BrS was first described in 1989 as a hereditary condition involving VT/VF, SCD in normal hearts. It was later linked to loss-of-function mutations in SCN5A gene encoding the cardiac Na+ channel, but mutations in this gene are only found in ~20% of patients. Variants in 19 genes affecting Na+, K+, Ca2+, and funny currents have been implicated, but caution is needed in interpretation as not all variants contribute significantly to the BrS phenotype. Scn5a mutations have also been linked to SSS, PCCD, idiopathic VF, and overlap disorders, with the same mutation affecting different family members differently due to other modifying factors.
BrS was thought to be the cause of 12% of SCD cases in the general population (Brugada and Brugada, 1992), but recent studies show its prevalence is lower. Southeast Asians have a higher risk for BrS but only 0.1% showed a Brugada pattern. In China, the overall BrS pattern prevalence was 3.3%, with 0.08% due to Type 1 BrS and the rest from Types 2 and 3. In Denmark, the BrS prevalence was low at 0.001%. BrS affects men four times more than women and is more common in young adults than infants or children. BrS symptoms include SCD, syncope, palpitations, agonal breathing, and can be triggered by increased vagal tone, fever, and certain drugs like tricyclic antidepressants and alcohol.

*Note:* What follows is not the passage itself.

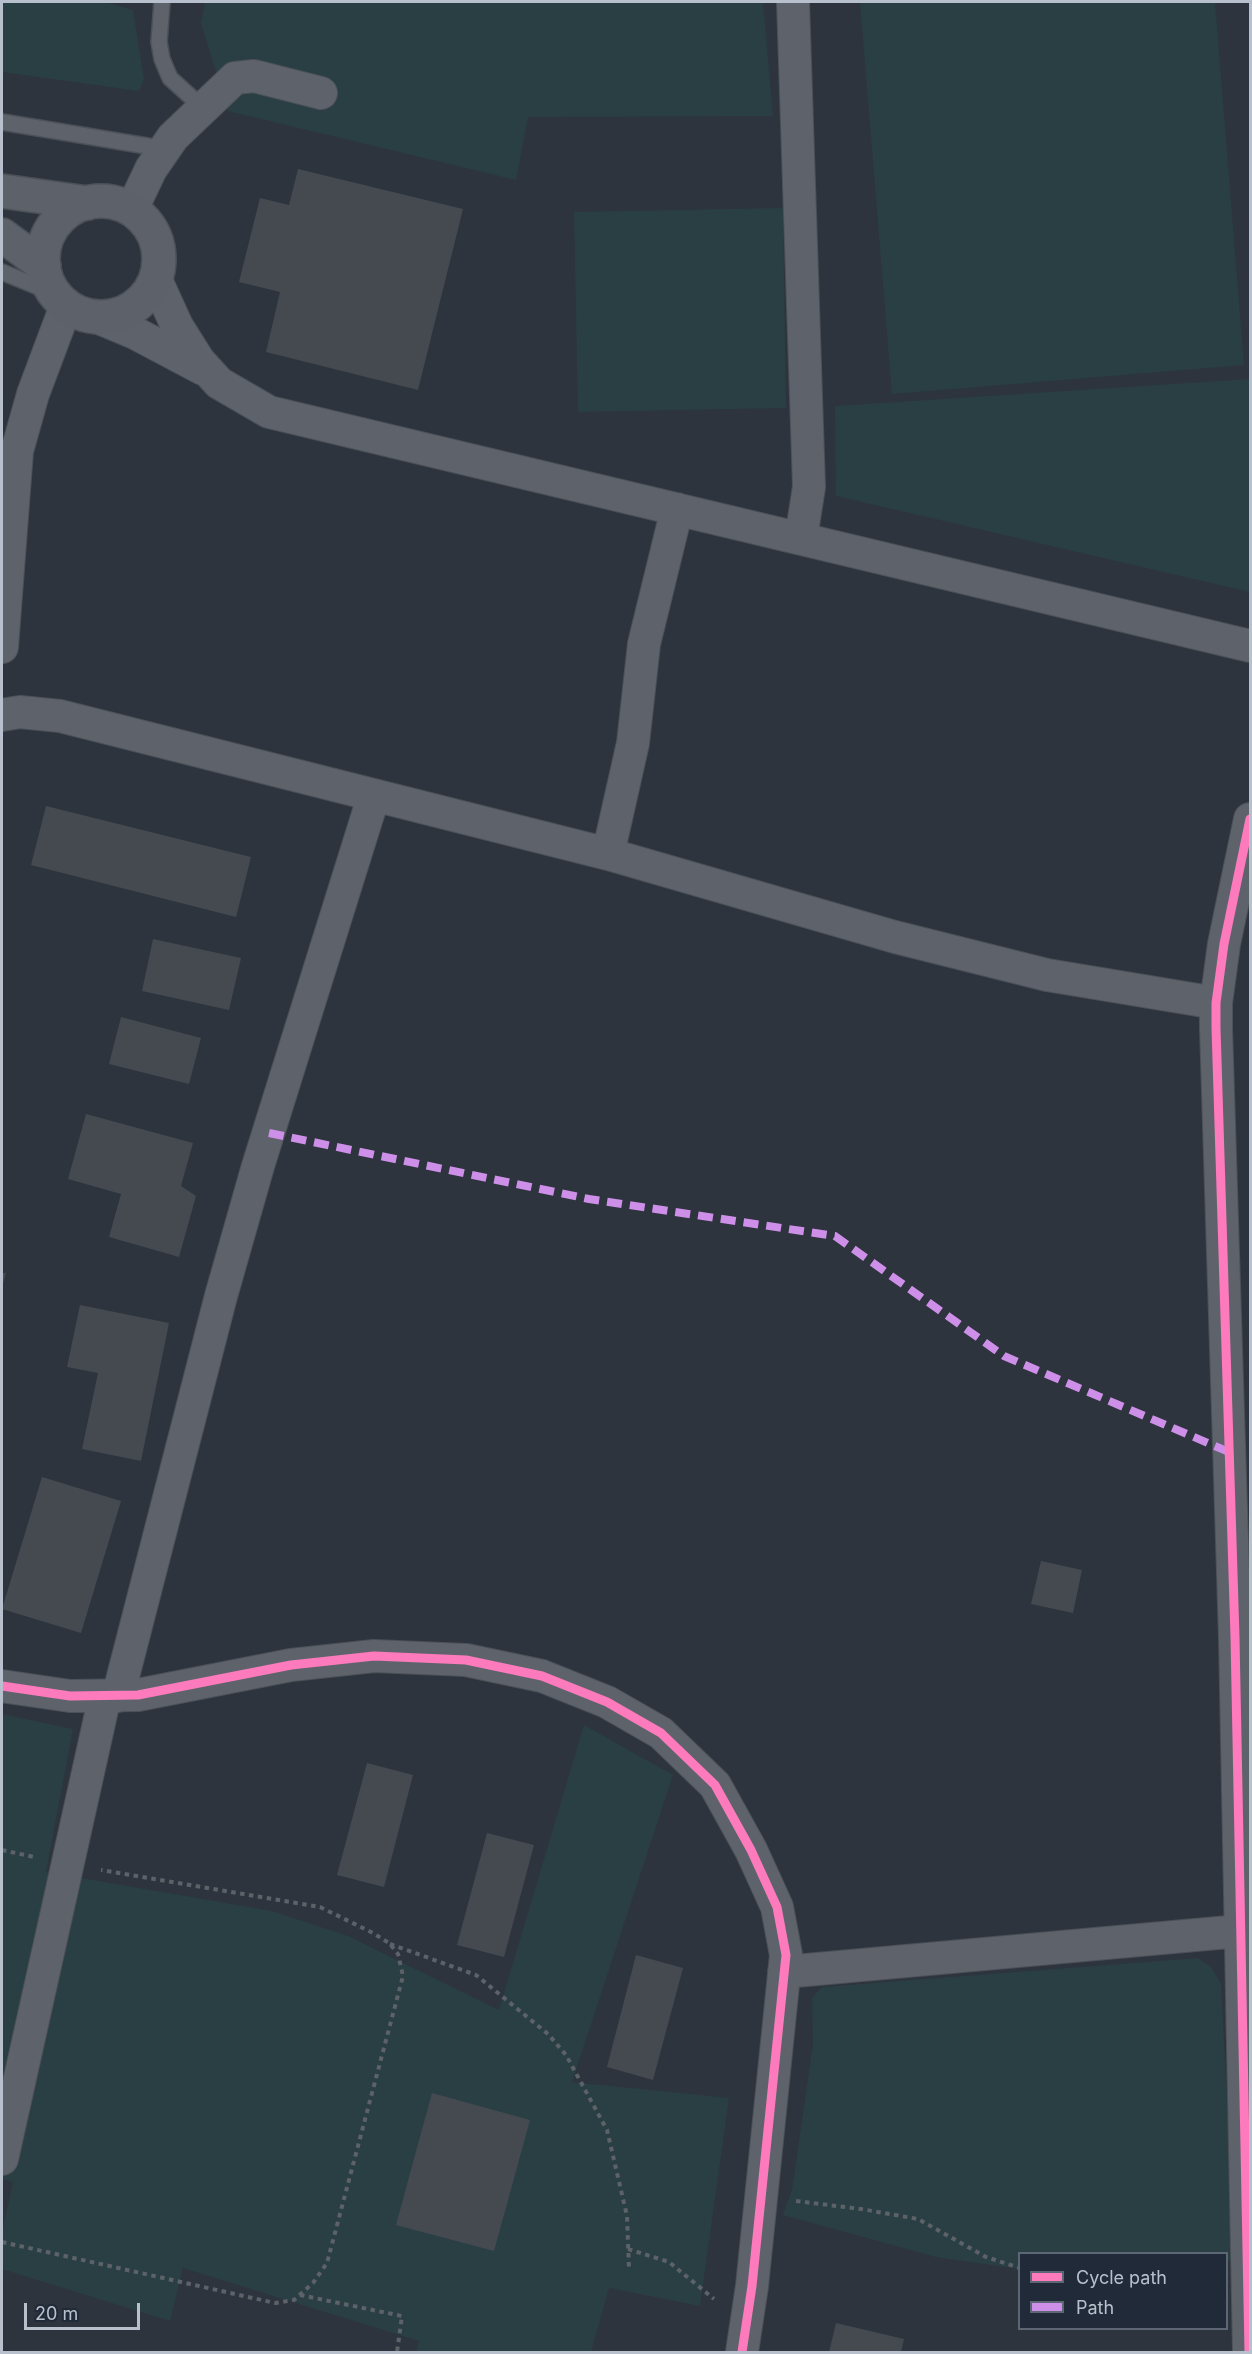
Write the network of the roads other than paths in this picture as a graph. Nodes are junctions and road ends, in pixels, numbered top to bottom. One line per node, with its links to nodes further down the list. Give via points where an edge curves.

BrS is associated with pre-excitation syndromes such as Wolff-Parkinson-White syndrome and supraventricular tachycardias such as atrioventricular nodal reentrant tachycardia, atrial flutter or fibrillation. It is also linked to sinus node dysfunction and conduction abnormalities such as reduced conduction velocity and blocks.
The diagnosis of BrS is based on a Type 1 ECG pattern with coved-shaped ST segment elevation ≥2 mm & negative T-wave in right precordial leads. It can also be diagnosed by converting a type 2 or type 3 ECG pattern to type 1 with drug challenge. The latest criteria exclude clinical findings, like history of VT/VF, in EPS. The Shanghai BrS Score assigns points based on ECG, clinical findings, family history & genetic results to classify as non-diagnostic, possible or probable/definite. ECG leads in 4th intercostal spaces may not be sensitive enough to detect BrS, but ST segment elevation is more pronounced in 2nd intercostal spaces.
BrS was once thought to be an autosomal dominant condition with inconsistent expression, but this has been proven false. The relationship between genetics and phenotype is unclear as not all affected family members carry the same mutation. Other genes besides SCN5A may also contribute to BrS. Some genetic variations that are thought to be harmful may not actually result in any symptoms. Care must be taken when informing patients of these results, as they may not have any clinical significance.